Create a Workflow#

So far we have defined the configuration for our project and have setup some experiments to run. We know what models we want to train, but we haven’t defined how to train and evaluate them. This is where the Workflow class comes in. In Brisk, a Workflow is what we call the steps we want to take for each experiment.

In workflows/workflow.py you will see a class called MyWorkflow that inherits the Workflow class. You will also see a workflow method that takes no arguments. This is where you define the steps you want to take for each experiment. Brisk will pass the correct model, data splits and evaluation methods to the workflow for each experiment.

There are a few instance variables that are available to the workflow:

  • self.model refers to the model we are training.

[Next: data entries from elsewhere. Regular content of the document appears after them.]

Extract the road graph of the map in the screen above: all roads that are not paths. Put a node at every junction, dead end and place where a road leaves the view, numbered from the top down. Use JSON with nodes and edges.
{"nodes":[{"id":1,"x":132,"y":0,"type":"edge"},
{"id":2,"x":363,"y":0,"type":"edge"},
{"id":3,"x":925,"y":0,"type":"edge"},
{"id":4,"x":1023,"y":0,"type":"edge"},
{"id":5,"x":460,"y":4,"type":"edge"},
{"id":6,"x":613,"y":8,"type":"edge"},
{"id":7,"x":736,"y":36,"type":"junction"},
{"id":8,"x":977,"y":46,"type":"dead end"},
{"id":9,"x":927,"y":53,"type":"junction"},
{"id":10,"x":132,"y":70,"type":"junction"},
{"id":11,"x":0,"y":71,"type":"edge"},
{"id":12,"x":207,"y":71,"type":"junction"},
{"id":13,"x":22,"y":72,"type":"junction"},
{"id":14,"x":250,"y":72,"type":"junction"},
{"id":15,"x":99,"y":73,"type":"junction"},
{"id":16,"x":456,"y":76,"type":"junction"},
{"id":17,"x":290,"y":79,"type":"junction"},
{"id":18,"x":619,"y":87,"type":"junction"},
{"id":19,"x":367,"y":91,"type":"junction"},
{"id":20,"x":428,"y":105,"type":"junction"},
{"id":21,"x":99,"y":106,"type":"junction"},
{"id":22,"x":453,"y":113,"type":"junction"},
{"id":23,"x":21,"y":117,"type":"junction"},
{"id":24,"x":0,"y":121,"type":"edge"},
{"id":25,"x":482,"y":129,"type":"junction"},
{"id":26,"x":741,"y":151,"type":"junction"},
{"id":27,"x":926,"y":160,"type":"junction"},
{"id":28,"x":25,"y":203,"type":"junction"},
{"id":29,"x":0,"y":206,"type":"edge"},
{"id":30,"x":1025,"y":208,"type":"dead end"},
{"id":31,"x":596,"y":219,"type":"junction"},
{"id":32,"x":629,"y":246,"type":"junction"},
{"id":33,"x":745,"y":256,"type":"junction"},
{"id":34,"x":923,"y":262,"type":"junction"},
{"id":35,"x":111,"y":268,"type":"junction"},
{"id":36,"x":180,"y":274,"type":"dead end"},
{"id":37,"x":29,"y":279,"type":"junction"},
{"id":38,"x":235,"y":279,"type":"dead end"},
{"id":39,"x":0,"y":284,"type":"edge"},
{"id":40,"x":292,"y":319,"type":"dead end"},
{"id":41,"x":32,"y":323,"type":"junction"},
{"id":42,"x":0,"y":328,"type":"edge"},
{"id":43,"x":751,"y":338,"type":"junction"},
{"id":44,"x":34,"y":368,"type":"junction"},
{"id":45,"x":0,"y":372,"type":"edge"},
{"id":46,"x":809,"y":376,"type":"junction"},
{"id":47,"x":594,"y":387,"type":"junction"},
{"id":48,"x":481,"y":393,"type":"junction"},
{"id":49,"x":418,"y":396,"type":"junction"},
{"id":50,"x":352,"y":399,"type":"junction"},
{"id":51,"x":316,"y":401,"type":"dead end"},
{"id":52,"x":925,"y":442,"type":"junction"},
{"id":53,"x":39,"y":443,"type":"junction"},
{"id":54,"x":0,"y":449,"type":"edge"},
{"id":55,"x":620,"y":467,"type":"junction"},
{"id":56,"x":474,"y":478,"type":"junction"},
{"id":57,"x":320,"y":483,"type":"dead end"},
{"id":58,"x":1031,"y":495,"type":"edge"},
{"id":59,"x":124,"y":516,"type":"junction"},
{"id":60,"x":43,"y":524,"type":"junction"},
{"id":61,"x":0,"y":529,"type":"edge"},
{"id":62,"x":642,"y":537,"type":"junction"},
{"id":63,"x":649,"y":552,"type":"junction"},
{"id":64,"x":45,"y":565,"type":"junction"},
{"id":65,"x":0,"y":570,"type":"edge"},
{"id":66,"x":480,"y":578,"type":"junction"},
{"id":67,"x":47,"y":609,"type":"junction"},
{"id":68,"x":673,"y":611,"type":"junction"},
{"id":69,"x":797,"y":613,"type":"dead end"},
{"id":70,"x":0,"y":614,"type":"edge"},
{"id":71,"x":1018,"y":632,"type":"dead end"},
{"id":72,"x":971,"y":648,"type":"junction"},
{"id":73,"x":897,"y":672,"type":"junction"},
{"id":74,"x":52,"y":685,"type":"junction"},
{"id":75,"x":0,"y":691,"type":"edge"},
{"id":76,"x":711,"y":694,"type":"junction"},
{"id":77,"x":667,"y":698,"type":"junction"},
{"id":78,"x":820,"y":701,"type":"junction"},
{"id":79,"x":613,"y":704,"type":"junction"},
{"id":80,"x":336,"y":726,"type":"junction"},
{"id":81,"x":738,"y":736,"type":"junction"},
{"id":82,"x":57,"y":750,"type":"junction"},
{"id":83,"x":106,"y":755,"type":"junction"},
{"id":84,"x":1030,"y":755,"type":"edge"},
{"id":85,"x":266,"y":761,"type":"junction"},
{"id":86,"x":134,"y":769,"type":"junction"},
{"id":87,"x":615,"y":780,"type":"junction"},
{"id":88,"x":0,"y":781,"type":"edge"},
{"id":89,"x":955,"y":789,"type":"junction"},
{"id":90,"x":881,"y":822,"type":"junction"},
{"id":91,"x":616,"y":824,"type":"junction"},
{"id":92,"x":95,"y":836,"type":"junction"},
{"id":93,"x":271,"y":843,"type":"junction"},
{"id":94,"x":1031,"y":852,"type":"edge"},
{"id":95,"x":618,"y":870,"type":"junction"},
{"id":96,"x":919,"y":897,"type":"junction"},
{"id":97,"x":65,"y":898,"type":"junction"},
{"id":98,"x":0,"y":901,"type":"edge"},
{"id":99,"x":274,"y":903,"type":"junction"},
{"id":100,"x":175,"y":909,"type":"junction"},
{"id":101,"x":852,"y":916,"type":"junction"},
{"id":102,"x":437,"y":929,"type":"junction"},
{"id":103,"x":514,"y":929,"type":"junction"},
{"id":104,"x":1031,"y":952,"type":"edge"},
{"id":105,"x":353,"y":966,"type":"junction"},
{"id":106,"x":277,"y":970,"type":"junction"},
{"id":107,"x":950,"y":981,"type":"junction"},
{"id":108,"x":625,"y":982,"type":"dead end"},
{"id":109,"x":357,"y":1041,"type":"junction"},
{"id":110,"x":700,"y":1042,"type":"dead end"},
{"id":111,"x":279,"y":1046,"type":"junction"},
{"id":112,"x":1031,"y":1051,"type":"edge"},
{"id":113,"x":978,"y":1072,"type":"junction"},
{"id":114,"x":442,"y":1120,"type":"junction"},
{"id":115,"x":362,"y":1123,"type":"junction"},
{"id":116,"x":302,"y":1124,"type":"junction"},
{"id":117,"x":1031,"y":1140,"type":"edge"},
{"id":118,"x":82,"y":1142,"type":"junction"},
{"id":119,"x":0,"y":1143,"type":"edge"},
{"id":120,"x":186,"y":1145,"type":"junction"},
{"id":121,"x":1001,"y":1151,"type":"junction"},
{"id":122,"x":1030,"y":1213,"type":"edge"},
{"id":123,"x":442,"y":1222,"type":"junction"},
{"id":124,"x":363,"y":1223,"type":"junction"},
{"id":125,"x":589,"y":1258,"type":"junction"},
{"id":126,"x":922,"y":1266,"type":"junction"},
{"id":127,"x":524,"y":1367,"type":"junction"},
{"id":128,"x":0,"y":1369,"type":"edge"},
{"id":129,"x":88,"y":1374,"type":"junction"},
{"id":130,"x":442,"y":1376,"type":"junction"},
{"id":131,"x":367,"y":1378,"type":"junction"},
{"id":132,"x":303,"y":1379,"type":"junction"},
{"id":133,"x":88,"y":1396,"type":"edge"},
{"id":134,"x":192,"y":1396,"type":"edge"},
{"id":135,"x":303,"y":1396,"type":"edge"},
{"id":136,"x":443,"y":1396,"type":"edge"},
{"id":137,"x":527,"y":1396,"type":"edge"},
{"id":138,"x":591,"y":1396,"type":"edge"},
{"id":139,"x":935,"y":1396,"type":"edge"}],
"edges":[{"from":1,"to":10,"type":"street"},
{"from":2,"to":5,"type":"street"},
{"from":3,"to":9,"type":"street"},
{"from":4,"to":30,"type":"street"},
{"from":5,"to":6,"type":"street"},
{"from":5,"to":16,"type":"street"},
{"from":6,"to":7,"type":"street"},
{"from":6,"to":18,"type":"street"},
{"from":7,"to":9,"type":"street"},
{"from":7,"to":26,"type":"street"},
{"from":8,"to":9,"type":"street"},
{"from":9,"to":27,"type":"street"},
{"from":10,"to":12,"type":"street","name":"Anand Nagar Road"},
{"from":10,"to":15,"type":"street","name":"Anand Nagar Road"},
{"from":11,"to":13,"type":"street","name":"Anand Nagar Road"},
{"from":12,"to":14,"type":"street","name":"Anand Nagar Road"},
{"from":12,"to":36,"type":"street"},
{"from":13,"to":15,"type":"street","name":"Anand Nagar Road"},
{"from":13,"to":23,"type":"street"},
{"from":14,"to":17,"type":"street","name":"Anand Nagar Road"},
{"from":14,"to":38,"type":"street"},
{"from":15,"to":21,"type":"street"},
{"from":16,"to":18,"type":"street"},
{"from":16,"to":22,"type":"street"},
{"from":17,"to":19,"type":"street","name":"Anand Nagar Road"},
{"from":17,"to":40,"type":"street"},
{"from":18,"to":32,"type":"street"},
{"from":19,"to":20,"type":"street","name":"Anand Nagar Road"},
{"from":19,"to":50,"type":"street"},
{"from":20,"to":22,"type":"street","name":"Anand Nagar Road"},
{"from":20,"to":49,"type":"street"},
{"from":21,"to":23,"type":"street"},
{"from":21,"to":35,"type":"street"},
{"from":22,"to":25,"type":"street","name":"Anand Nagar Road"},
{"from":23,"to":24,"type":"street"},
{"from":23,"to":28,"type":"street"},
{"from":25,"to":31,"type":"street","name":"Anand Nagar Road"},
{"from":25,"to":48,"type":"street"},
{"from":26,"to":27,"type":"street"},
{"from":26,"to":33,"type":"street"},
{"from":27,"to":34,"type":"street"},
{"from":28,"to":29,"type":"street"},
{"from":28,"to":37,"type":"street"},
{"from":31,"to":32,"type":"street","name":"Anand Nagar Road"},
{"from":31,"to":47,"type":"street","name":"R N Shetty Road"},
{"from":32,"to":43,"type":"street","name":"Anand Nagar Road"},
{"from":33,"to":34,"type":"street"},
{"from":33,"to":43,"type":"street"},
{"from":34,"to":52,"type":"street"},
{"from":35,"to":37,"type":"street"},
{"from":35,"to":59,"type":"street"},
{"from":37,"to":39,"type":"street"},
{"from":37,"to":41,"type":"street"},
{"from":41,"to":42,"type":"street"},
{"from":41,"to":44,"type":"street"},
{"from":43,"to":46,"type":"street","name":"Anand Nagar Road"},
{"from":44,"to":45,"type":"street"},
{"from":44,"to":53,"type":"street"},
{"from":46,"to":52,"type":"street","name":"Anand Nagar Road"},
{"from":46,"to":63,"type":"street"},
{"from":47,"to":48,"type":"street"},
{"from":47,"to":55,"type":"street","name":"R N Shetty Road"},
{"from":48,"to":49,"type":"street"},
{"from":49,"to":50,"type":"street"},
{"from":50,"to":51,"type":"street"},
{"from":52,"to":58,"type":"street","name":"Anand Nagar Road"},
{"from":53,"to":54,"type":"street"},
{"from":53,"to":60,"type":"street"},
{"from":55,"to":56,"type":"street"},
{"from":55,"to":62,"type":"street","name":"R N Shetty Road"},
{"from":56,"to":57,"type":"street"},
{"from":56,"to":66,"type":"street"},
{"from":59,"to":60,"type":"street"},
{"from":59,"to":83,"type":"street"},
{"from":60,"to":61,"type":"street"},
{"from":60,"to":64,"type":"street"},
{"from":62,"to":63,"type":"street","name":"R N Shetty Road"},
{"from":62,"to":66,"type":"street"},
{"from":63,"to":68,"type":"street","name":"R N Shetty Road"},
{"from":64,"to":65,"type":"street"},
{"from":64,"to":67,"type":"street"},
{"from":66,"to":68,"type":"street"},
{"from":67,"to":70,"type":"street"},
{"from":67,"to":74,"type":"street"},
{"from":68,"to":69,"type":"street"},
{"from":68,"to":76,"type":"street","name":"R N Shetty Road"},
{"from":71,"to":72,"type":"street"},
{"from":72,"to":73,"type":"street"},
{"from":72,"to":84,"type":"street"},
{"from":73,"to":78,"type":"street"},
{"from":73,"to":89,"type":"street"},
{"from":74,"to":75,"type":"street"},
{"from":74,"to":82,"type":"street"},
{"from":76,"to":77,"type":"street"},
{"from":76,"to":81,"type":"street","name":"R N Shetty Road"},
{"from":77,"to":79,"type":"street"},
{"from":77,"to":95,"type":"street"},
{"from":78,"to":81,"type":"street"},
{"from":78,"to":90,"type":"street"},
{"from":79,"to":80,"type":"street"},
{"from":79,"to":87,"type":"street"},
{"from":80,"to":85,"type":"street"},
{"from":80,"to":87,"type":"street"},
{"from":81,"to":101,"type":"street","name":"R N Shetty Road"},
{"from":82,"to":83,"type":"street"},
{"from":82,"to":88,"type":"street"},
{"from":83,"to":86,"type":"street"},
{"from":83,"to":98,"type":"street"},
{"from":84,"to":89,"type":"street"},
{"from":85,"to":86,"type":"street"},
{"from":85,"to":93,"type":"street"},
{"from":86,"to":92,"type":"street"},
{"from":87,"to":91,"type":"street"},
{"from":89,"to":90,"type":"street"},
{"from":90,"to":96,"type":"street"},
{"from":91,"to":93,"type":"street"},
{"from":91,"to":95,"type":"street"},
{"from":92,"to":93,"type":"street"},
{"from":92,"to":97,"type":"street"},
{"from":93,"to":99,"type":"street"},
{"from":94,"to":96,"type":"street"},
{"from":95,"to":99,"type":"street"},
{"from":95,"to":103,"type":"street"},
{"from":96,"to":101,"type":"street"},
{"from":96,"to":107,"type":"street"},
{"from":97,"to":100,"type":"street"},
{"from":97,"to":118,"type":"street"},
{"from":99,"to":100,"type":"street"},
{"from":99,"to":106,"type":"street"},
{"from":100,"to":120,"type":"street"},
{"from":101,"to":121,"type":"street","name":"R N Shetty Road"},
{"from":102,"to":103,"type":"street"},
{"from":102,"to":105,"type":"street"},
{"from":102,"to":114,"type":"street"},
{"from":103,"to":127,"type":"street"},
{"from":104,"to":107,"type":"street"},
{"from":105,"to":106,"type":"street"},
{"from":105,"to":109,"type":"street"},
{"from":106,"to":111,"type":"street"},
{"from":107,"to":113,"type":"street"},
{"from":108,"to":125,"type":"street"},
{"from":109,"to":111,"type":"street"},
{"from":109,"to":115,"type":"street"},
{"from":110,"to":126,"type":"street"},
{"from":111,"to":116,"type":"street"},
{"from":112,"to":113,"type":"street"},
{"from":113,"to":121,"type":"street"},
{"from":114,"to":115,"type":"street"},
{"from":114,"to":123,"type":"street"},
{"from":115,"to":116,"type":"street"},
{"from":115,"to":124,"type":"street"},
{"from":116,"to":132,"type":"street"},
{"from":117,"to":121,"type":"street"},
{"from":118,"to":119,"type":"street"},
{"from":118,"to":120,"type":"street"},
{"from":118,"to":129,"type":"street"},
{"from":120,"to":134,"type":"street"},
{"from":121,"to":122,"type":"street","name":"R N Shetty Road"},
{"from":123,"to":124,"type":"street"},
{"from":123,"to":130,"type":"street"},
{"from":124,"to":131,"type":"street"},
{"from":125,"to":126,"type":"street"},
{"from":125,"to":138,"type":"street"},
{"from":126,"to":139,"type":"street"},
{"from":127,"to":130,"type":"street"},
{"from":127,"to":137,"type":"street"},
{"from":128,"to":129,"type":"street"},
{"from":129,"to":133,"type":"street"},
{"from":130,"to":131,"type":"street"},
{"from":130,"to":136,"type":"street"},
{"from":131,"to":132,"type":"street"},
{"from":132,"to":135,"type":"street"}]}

  • self.X_train and self.y_train provide the training data.

  • self.X_test and self.y_test provide the testing data.

We will create a simple workflow as follows:

class MyWorkflow(Workflow):
    def workflow(self):
        # Fit the model to the training data
        self.model.fit(self.X_train, self.y_train)

        # Evaluate the model on the testing data
        self.evaluate_model(
            self.model, self.X_test, self.y_test,
            ["mean_absolute_error"], "pre_tuning_score"
        )

        # Tune the model hyperparameters
        tuned_model = self.hyperparameter_tuning(
            self.model, "random", self.X_train, self.y_train,
            "MAE", kf=5, num_rep=2, n_jobs=-1
        )

        # Evaluate the tuned model on the testing data
        self.evaluate_model(
            tuned_model, self.X_test, self.y_test,
            ["MAE"], "post_tuning_score"
        )

        # Plot the learning curve
        self.plot_learning_curve(
            tuned_model, self.X_train, self.y_train, metric="MAE"
        )

        # Save the tuned model
        self.save_model(tuned_model, "tuned_model")

We can access our mean absolute error metric from metrics.py by using the name or the abbreviation. Remember that this method will be called for all the experiments so it is best not to hardcode the name of algorithms when creating variables or filenames to avoid confusion. See the EvaluationManager section for more information on the evaluation methods available.

As a final note you’ll notice that workflows are given their own workflows directory. This allows you to have multiple workflows in the same project. In the next section you will see how to select a specific workflow to use. Each .py file can only contain one Workflow subclass. This is to avoid using the wrong workflow at runtime.